Tanis Parenteau, Jeffrey King & Danforth Comins |
On the same, protruding stage of sand-colored wood where Scenic Designer Mariana Sanchez has placed a modern desk and leather chairs, she has also scattered implanted, huge rocks surrounded by pebbles and dirt. Overlooking the entire setting is a massive back-wall where we at first see a forest-and-field panorama with a ripped section where one Native American man watches the stage. To the side, another peeled-out frame pictures a Native American woman. That same wall magically transforms into muted scenes of modern Oklahoma or of New York through the exceptional projections of Elizabeth Frankel and Leslie Ishii. Those modern scenes serenely melt into the landscape of an island once known to its peoples as Manahatta at the time in the early 1600s when the Dutch West Indies Company was just arriving to a land populated only by native Lenape families.

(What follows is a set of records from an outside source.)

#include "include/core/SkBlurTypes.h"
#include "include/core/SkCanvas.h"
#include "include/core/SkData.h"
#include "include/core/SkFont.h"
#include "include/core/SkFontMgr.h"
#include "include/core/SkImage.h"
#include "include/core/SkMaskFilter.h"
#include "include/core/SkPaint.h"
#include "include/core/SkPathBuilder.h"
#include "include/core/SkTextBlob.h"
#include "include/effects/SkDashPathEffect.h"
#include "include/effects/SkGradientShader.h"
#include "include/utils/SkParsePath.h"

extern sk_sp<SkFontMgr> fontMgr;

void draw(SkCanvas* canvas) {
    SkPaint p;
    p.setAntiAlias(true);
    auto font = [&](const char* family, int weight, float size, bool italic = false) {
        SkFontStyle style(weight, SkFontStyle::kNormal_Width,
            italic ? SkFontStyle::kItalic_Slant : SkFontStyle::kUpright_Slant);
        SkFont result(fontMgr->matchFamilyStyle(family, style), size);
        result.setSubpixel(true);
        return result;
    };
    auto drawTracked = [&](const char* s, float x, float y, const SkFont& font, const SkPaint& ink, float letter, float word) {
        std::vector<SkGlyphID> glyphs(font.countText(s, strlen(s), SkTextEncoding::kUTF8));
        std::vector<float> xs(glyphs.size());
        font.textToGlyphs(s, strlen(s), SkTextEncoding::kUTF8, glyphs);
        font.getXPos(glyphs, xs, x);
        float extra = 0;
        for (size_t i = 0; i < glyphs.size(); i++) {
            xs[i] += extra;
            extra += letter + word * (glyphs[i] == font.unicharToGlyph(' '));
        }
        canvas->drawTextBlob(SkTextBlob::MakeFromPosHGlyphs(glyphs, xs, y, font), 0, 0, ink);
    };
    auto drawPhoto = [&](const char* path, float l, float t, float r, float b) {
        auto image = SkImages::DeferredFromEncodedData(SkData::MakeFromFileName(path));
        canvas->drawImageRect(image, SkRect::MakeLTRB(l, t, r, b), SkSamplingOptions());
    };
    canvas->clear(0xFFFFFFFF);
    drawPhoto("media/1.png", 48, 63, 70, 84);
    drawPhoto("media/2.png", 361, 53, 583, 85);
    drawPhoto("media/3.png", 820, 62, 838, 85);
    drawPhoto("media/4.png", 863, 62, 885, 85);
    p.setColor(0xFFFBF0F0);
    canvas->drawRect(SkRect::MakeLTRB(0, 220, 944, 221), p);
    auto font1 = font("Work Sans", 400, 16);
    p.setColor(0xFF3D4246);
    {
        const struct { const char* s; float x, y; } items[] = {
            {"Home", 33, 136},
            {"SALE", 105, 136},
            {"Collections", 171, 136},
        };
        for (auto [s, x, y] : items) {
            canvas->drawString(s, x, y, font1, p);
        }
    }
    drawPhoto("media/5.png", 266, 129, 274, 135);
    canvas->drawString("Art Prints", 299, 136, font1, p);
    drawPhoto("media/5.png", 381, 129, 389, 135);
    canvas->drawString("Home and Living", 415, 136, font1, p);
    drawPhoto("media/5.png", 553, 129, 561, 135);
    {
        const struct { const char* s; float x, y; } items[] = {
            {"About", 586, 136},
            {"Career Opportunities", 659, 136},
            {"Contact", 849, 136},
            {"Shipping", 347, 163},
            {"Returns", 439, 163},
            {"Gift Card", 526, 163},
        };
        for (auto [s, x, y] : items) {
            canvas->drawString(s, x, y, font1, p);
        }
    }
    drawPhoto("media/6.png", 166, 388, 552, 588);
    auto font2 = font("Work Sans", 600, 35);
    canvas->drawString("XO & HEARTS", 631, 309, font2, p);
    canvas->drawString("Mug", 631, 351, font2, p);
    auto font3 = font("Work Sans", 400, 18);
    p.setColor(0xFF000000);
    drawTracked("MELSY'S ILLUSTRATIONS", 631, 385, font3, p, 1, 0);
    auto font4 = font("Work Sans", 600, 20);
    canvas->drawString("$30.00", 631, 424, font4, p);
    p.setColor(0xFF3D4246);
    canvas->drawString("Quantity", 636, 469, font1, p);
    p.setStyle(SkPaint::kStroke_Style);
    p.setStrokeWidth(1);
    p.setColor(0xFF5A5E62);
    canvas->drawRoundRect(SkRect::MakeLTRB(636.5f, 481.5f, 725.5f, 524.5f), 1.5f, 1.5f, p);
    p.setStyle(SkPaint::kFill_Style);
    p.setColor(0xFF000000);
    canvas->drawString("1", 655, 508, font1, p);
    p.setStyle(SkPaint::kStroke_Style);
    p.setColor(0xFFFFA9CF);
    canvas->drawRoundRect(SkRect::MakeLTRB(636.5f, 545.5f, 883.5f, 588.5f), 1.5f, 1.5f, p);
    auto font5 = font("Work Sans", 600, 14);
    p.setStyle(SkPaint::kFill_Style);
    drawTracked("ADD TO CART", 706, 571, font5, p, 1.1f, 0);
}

Steven Flores & Tanis Parenteau |
On this multi-serving stage, actors quickly switch to introduce us to another family — a young Le-le-wá-yo, her sister Toosh-ki-pa-kwis-i, and her Mother, who is a revered and wise elder of the Lenape. Se-ket-tu-may-qua is a young Lenape man who loves Le-le-wá-you and who has learned to speak the tongue of the invading Dutch in order to trade furs with them. Le-le-wá-you herself is ambitious, daring, and full of curiosity. She convinces her male companion to teach her the white man’s strange tongue — a learning session that is one of the most beautifully crafted scenes of the entire play, taking place on top of the modern office desk. Le-le-wá-you too begins trading and bringing home much wampum to help provide for her sister and mother, both of whom are skeptical of her new ventures and of the white men.
As Jane’s career soars through a crazy rollercoaster course, Le-le-wá-you’s life too becomes more exciting as she gains more confidence in her newly discovered skills of language and trade. Conflicts with both their more traditional families occur while each also has a young man who supports her groundbreaking career and who shows feelings of affection for her as a woman. Into each young woman’s life, ruthless, money-hungry, white men exert pressures and challenges. And into each world, a major, earth-shattering shift occurs.

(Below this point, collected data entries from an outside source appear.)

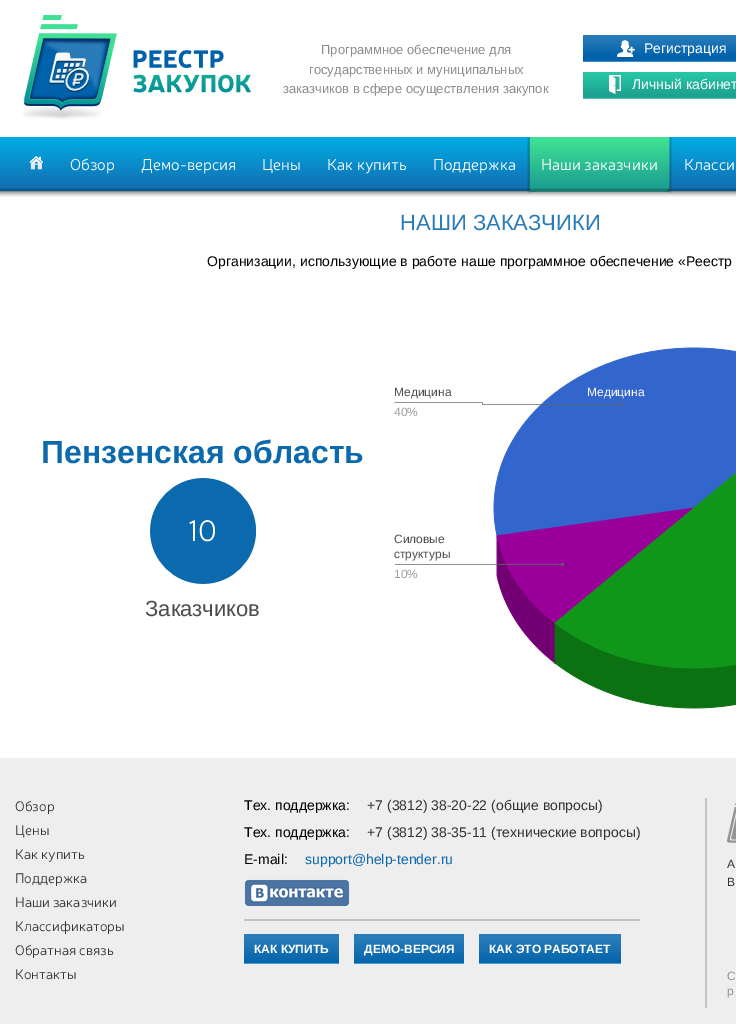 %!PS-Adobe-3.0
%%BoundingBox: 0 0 736 1024
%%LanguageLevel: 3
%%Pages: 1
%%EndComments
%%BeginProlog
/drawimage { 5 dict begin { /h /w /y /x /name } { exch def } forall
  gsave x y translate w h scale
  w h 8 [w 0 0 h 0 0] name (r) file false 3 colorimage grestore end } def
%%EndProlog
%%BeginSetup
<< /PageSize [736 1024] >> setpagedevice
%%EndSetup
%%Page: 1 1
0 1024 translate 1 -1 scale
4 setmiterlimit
1 setgray
0 0 736 1024 rectfill
(images/1.raw) 22 15 229 105 drawimage
(images/2.raw) 583 35 153 27 drawimage
(images/3.raw) 617 40 18 18 drawimage
(images/4.raw) 583 72 153 27 drawimage
(images/5.raw) 608 75 13 20 drawimage
(images/6.raw) 0 137 736 60 drawimage
(images/7.raw) 29 156 14 14 drawimage
(images/8.raw) 531 137 137 55 drawimage
(images/9.raw) 527 137 9 56 drawimage
(images/10.raw) 663 137 10 56 drawimage
(images/11.raw) 150 478 106 106 drawimage
(images/12.raw) 394 347 342 362 drawimage
0.933 setgray
0 758 736 266 rectfill
0.765 setgray
244 919 396 2 rectfill
(images/13.raw) 244 879 106 28 drawimage
(images/14.raw) 244 934 95 30 drawimage
(images/15.raw) 354 934 110 30 drawimage
(images/16.raw) 479 934 142 30 drawimage
705 798 2 210 rectfill
(images/17.raw) 727 802 9 41 drawimage
/LiberationSans-Regular [13 0 0 -13 0 0] selectfont
0.549 setgray
321 54 moveto (Программное обеспечение для) show
309 74 moveto (государственных и муниципальных) show
283 93 moveto (заказчиков в сфере осуществления закупок) show
/LiberationSans-Regular [14 0 0 -14 0 0] selectfont
1 setgray
644 53 moveto (Регистрация) show
632 89 moveto (Личный кабинет) show
/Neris-Light [16 0 0 -16 0 0] selectfont
70 170 moveto (Обзор) show
141 170 moveto (Демо-версия) show
262 170 moveto (Цены) show
327 170 moveto (Как купить) show
433 170 moveto (Поддержка) show
541 170 moveto (Наши заказчики) show
684 170 moveto (Класси) show
/LiberationSans-Regular [22 0 0 -22 0 0] selectfont
0.165 0.486 0.722 setrgbcolor
400 230 moveto (НАШИ ЗАКАЗЧИКИ) show
/LiberationSans-Regular [14 0 0 -14 0 0] selectfont
0 setgray
207 266 moveto (Организации, использующие в работе наше программное обеспечение «Реестр) show
/LiberationSans-Bold [32 0 0 -32 0 0] selectfont
0.043 0.412 0.678 setrgbcolor
41 463 moveto (Пензенская область) show
/Neris-Light [30 0 0 -30 0 0] selectfont
1 setgray
188 541 moveto (10) show
/LiberationSans-Regular [22 0 0 -22 0 0] selectfont
0.302 setgray
145 616 moveto (Заказчиков) show
/LiberationSans-Regular [12 0 0 -12 0 0] selectfont
394 396 moveto (Медицина) show
1 setgray
587 396 moveto (Медицина) show
0.62 setgray
394 416 moveto (40%) show
0.302 setgray
394 543 moveto (Силовые) show
394 558 moveto (структуры) show
0.62 setgray
394 578 moveto (10%) show
/Neris-Light [14 0 0 -14 0 0] selectfont
0.2 setgray
15 811 moveto (Обзор) show
15 835 moveto (Цены) show
15 859 moveto (Как купить) show
15 883 moveto (Поддержка) show
15 907 moveto (Наши заказчики) show
15 931 moveto (Классификаторы) show
15 955 moveto (Обратная связь) show
15 979 moveto (Контакты) show
/LiberationSans-Regular [14 0 0 -14 0 0] selectfont
0 setgray
244 810 moveto (Тех. поддержка:) show
0.2 setgray
367 810 moveto (+7 \(3812\) 38-20-22 \(общие вопросы\)) show
0 setgray
244 837 moveto (Тех. поддержка:) show
0.2 setgray
367 837 moveto (+7 \(3812\) 38-35-11 \(технические вопросы\)) show
0 setgray
244 864 moveto (E-mail:) show
0.043 0.412 0.678 setrgbcolor
305 864 moveto (support@help-tender.ru) show
/LiberationSans-Bold [12 0 0 -12 0 0] selectfont
1 setgray
254 953 moveto (КАК КУПИТЬ) show
364 953 moveto (ДЕМО-ВЕРСИЯ) show
489 953 moveto (КАК ЭТО РАБОТАЕТ) show
/LiberationSans-Regular [12 0 0 -12 0 0] selectfont
0.2 setgray
727 868 moveto (А) show
727 886 moveto (В) show
0.58 setgray
727 980 moveto (С) show
727 995 moveto (р) show
showpage
%%EOF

Jeffrey King, Tanis Parenteau & Sheila Tousey |
For Le-le-wá-you, the cataclysmic shift comes when the Dutch trick her family and Se-ket-tu-may-qua to sell them Manahatta for a few trinkets and guns, with the Lenape people not understanding the concepts of ownership or the sale of land since in their tradition, the land is their home and not their property. With that sale comes the new rights of the Dutch to force taxes on all the fur trades, with a soon-realized threat by the Dutch of killing those Lenape who refuse to pay. The tragic result is that continued life as it has been for generations on their ancestral homeland is now impossible for Le-le-wá-you and her family.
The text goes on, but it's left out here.